• **PROBLEM REQUIREMENTS**
Below are entries; output exactly the lines from the one with "context.lineWidth = width;" to the one with "M 348,26 L 472,37 L 582,42", both included, and nothing else.

• **MATERIAL SHOWN**
[Start of section]

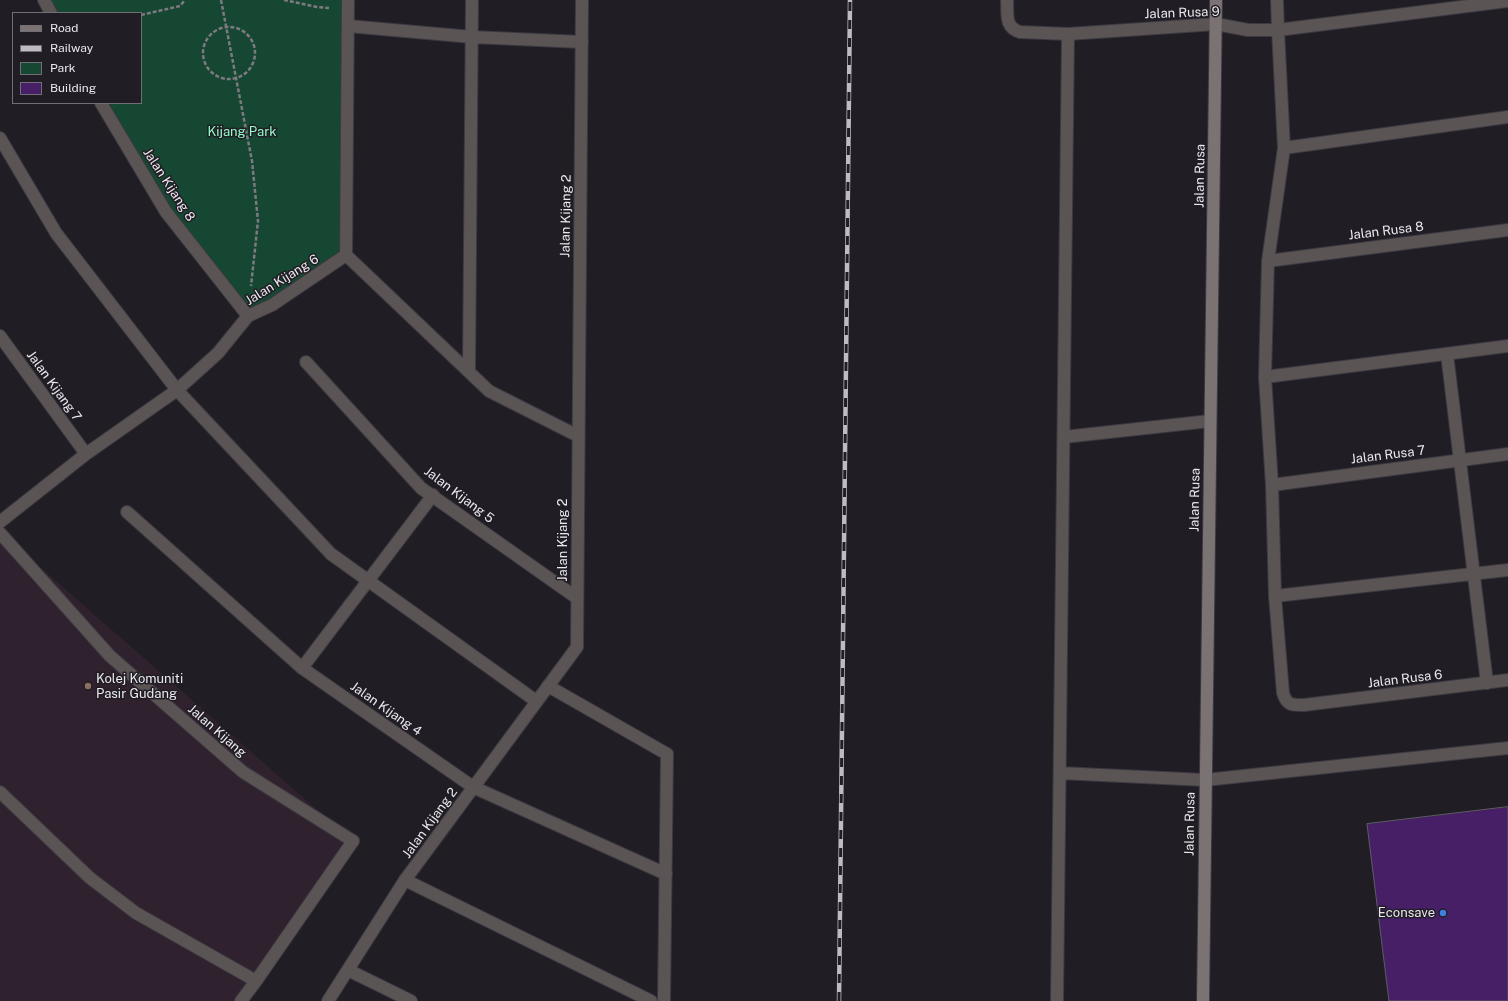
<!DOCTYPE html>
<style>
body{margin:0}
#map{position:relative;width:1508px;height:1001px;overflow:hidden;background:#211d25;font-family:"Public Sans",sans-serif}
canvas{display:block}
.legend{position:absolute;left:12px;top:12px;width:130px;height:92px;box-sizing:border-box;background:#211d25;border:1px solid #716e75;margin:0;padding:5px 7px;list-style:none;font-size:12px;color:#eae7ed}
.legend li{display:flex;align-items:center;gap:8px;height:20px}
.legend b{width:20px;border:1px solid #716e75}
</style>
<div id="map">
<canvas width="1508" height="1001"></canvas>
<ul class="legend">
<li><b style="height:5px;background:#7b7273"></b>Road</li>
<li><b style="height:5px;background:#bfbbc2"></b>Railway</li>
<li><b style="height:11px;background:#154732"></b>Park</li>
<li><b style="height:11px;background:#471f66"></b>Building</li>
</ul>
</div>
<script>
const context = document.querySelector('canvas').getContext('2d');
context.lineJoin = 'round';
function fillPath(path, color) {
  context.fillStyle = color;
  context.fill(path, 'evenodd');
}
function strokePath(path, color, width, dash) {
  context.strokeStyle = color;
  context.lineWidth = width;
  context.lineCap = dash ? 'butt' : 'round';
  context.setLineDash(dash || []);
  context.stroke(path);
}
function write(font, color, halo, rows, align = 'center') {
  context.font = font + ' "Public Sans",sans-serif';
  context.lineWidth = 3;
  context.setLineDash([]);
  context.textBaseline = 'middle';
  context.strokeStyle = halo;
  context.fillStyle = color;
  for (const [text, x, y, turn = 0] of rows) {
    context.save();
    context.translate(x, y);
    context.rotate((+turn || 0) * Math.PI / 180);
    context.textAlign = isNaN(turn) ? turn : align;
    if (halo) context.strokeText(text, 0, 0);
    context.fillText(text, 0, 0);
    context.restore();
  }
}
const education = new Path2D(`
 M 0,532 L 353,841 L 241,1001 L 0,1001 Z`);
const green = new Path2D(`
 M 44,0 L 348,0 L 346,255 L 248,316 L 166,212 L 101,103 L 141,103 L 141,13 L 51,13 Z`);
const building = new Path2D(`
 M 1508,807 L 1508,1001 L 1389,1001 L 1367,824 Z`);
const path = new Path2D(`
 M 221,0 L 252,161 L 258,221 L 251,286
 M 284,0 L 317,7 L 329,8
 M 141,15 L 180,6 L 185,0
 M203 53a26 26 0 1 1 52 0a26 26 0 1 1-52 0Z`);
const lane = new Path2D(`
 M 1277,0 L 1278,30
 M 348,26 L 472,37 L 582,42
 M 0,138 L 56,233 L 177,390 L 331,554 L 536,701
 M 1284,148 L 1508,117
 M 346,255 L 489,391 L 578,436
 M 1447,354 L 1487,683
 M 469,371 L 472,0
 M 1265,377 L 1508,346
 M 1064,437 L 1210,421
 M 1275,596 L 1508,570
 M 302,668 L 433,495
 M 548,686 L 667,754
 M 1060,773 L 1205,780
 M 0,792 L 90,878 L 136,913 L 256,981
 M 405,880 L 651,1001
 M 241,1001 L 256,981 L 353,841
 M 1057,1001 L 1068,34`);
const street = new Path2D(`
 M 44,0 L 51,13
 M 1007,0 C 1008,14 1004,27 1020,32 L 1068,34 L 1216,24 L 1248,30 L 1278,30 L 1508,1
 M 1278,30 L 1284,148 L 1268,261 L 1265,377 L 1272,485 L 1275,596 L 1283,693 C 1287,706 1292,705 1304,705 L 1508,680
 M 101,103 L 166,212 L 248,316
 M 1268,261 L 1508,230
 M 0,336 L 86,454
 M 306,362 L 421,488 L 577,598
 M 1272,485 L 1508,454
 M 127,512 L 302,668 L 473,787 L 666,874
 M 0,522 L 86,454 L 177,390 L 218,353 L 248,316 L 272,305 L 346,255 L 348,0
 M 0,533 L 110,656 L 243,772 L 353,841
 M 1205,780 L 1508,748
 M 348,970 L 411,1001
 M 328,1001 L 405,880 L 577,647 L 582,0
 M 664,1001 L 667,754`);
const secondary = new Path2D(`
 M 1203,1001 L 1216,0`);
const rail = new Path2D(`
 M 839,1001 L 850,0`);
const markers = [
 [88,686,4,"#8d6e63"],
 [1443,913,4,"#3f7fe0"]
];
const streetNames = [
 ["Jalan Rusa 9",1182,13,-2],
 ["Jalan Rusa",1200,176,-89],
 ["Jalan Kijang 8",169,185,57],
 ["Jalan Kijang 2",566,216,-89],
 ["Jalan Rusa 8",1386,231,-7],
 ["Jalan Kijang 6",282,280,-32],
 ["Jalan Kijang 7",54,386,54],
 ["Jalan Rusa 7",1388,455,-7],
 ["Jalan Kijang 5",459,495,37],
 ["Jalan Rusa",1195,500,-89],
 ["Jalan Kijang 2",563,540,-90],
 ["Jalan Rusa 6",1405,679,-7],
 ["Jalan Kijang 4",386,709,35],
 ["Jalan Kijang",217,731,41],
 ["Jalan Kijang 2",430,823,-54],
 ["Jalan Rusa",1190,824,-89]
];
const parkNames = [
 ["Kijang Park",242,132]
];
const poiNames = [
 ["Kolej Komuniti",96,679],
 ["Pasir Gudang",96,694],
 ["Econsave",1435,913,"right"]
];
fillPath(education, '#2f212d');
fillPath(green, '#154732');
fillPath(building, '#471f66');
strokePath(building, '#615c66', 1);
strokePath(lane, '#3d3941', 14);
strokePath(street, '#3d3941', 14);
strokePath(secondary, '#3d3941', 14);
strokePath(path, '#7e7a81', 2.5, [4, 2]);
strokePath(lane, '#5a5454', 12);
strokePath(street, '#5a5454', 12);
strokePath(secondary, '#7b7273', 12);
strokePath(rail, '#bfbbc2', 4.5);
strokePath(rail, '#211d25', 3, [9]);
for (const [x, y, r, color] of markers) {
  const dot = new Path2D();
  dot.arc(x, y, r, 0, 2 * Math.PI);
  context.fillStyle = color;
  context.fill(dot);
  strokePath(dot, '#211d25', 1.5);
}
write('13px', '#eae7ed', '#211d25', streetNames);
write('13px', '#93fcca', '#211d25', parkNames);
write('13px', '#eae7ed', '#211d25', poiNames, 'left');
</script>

[End of section]

• **WRITTEN SOLUTION**
  context.lineWidth = width;
  context.lineCap = dash ? 'butt' : 'round';
  context.setLineDash(dash || []);
  context.stroke(path);
}
function write(font, color, halo, rows, align = 'center') {
  context.font = font + ' "Public Sans",sans-serif';
  context.lineWidth = 3;
  context.setLineDash([]);
  context.textBaseline = 'middle';
  context.strokeStyle = halo;
  context.fillStyle = color;
  for (const [text, x, y, turn = 0] of rows) {
    context.save();
    context.translate(x, y);
    context.rotate((+turn || 0) * Math.PI / 180);
    context.textAlign = isNaN(turn) ? turn : align;
    if (halo) context.strokeText(text, 0, 0);
    context.fillText(text, 0, 0);
    context.restore();
  }
}
const education = new Path2D(`
 M 0,532 L 353,841 L 241,1001 L 0,1001 Z`);
const green = new Path2D(`
 M 44,0 L 348,0 L 346,255 L 248,316 L 166,212 L 101,103 L 141,103 L 141,13 L 51,13 Z`);
const building = new Path2D(`
 M 1508,807 L 1508,1001 L 1389,1001 L 1367,824 Z`);
const path = new Path2D(`
 M 221,0 L 252,161 L 258,221 L 251,286
 M 284,0 L 317,7 L 329,8
 M 141,15 L 180,6 L 185,0
 M203 53a26 26 0 1 1 52 0a26 26 0 1 1-52 0Z`);
const lane = new Path2D(`
 M 1277,0 L 1278,30
 M 348,26 L 472,37 L 582,42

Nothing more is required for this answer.